(Stored data entries)
___

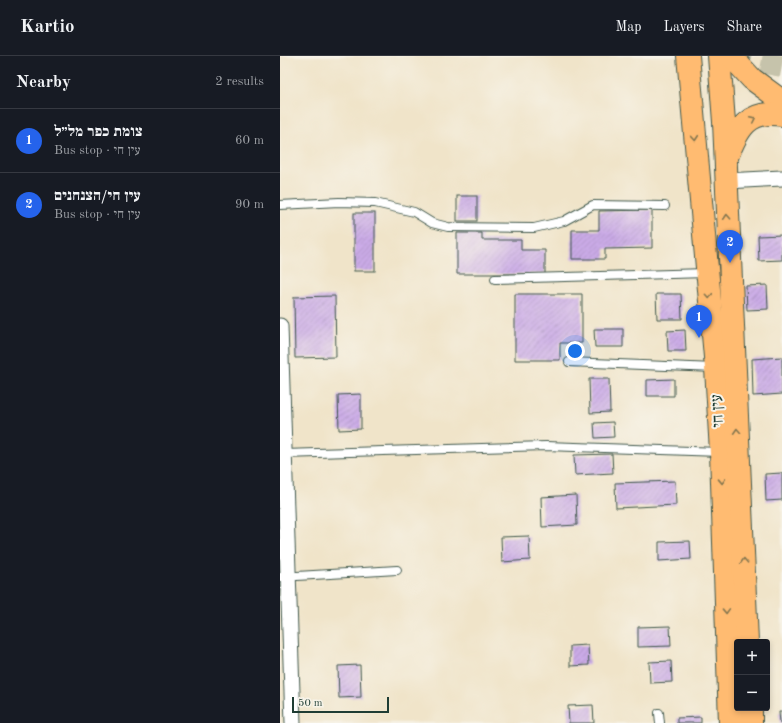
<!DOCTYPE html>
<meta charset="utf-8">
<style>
:root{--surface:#171b24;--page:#20242c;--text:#f1f3f6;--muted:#9ea1a6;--line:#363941;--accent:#2563eb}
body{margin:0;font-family:"Old Standard TT","Frank Ruhl Libre",serif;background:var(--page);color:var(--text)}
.controls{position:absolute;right:12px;bottom:12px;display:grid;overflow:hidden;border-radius:4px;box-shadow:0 2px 6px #0003}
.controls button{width:36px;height:36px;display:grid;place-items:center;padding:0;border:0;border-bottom:1px solid var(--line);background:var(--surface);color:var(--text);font:20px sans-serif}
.scale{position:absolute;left:12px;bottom:10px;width:97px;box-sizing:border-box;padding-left:4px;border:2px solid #1f3d34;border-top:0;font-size:11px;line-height:14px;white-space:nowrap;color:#1f3d34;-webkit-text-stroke:3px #f7f3e8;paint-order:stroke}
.you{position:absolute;left:295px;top:295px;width:14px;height:14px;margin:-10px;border:3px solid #fff;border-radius:50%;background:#1a73e8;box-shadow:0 0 0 6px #1a73e833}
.badge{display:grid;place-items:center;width:26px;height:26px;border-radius:50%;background:var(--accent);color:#fff;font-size:13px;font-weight:700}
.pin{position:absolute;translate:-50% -33px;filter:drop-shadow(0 1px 2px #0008)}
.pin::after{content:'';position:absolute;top:21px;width:14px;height:12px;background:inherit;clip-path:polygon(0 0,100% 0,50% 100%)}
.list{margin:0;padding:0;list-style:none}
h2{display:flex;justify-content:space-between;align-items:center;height:52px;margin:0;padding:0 16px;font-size:17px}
h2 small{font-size:13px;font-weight:400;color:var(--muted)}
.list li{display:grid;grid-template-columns:26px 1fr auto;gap:12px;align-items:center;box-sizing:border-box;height:64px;padding:0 16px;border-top:1px solid var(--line)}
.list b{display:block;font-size:15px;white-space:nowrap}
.list p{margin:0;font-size:13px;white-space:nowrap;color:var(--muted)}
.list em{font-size:13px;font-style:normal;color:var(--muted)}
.map{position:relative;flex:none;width:502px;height:667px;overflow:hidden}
header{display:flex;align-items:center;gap:24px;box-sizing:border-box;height:56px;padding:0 20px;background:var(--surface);border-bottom:1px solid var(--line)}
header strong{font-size:19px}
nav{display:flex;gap:22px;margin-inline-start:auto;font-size:14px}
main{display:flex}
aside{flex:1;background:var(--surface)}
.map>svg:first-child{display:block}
</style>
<header>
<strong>Kartio</strong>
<nav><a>Map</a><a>Layers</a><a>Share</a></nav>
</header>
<main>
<aside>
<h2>Nearby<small>2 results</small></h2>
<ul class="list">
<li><span class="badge">1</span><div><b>צומת כפר מל״ל</b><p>Bus stop · עין חי</p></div><em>60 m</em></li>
<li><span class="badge">2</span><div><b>עין חי/הצנחנים</b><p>Bus stop · עין חי</p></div><em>90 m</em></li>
</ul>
</aside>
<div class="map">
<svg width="502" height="667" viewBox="0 0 502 667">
<defs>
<pattern id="building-hatch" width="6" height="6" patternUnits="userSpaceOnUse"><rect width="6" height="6" fill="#cbabe7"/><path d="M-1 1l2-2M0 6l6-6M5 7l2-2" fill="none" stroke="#a48cbc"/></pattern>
</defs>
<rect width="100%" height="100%" fill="#f7f3e8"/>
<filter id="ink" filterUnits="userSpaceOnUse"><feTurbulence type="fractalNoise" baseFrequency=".025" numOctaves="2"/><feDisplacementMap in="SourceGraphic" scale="8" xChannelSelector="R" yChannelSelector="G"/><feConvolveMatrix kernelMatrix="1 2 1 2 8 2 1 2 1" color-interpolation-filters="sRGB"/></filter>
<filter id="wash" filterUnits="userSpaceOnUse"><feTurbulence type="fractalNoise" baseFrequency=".012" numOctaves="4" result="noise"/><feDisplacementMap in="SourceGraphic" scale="16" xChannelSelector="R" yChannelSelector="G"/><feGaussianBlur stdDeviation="0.9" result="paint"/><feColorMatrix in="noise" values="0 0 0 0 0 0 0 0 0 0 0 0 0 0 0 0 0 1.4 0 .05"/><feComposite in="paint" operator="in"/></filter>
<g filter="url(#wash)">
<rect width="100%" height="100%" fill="#f0e4c9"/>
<g id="blocks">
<g fill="url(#building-hatch)">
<rect x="177" y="140" width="20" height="25"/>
<path d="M 372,154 L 372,192 L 325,193 L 325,203 L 292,203 L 292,174 L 319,174 L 319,155 Z"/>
<rect x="74" y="157" width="21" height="58"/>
<path d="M 177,177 L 202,177 L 202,184 L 241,184 L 241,194 L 265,194 L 265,218 L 177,218 Z"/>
<path d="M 502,179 L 502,204 L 479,205 L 478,180 Z"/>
<path d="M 487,229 L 488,253 L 467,254 L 466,230 Z"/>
<path d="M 235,238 L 302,238 L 302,287 L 280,287 L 280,304 L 235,304 Z"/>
<path d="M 376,238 L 401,238 L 402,263 L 377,263 Z"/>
<path d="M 55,240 L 56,301 L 15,302 L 14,241 Z"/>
<path d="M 314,273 L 343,273 L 343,291 L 315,291 Z"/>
<path d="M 405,274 L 406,295 L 388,295 L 387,275 Z"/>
<path d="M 502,301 L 502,338 L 473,340 L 472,303 Z"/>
<path d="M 309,323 L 329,323 L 330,356 L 310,357 Z"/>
<path d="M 394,323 L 394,340 L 367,340 L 367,324 Z"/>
<path d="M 81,338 L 81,373 L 59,374 L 58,339 Z"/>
<path d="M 333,366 L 334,381 L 315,382 L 314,367 Z"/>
<path d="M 332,398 L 333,417 L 295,419 L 294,399 Z"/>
<path d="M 502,417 L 502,444 L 486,445 L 485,418 Z"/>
<path d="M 395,425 L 396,449 L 336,452 L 335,427 Z"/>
<path d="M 296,439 L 297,469 L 262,471 L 261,441 Z"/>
<path d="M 249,480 L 250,504 L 222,506 L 221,481 Z"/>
<path d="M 410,485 L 411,503 L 379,505 L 379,486 Z"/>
<path d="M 390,570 L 391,590 L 358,591 L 358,571 Z"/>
<path d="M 308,589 L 309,609 L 290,610 L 290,590 Z"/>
<path d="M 391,605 L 392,626 L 370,627 L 369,606 Z"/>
<path d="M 80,609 L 81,641 L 59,642 L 58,610 Z"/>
<path d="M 313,649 L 314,667 L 289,667 L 288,650 Z"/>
<path d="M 499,656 L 502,656 L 502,667 L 500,667 Z"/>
<path d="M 421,661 L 421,667 L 397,667 L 397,662 Z"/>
</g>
</g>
</g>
<g filter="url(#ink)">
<use href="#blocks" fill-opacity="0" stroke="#3e564a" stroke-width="1"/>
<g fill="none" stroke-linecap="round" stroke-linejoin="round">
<path stroke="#c6c3ab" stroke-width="22" stroke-dasharray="22 11" stroke-linecap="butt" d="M 449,0 L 502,10"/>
<g stroke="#3e564a" stroke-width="10">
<g id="service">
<path d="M 0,149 L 59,146 L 95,147 L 134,156 L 152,167 L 168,171 L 254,172 L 284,165 L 313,149 L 385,150"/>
<path d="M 215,223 L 427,217"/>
<path d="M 289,306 L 435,312"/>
<path d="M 4,398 L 266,390 L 440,396"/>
<path d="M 0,521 L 117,514"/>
<path d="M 379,657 L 380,667"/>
</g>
</g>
<g stroke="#3e564a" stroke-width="17">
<g id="minor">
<path d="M 446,125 L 502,122"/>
<path d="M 0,270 L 13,667"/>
</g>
</g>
<g stroke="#3e564a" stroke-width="24">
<g id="primary">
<path d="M 408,0 L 436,312 L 441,396 L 450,667"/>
<path d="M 439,0 L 444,66 L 467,586"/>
<path d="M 451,0 L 472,23 L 502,45"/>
<path d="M 447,101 C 458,73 468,53 502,59"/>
<path d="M 471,652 L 471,667"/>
</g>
</g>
<use href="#service" stroke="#fff" stroke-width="8"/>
<use href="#minor" stroke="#fff" stroke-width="15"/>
<use href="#primary" stroke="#ffbb71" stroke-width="22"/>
</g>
<defs><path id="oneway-chevron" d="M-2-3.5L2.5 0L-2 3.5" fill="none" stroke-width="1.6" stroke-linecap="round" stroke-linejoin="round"/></defs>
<g stroke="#84764f">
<use href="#oneway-chevron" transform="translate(473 63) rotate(-26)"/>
<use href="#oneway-chevron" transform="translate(415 82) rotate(85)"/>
<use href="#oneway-chevron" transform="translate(447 161) rotate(-93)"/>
<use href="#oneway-chevron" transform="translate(429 240) rotate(85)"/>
<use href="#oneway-chevron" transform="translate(457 375) rotate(-93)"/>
<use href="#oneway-chevron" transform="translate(442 425) rotate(88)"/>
<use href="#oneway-chevron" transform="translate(464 505) rotate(-93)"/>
<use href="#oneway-chevron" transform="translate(446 555) rotate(88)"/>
</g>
</g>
<g text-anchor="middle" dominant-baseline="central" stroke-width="4" stroke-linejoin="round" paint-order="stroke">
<g font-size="16" fill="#1f3d34" stroke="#f7f3e8">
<text transform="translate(438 355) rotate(-93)">עין חי</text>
</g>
</g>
</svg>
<div class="controls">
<button>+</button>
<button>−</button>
</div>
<div class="scale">50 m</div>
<div class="you"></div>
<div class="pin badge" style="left:419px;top:282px">1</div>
<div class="pin badge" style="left:450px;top:207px">2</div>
</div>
</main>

___

TASK STATEMENT -
The answer should be a single number: how many lines in the records contain "blocks".

TASK RESULT -
2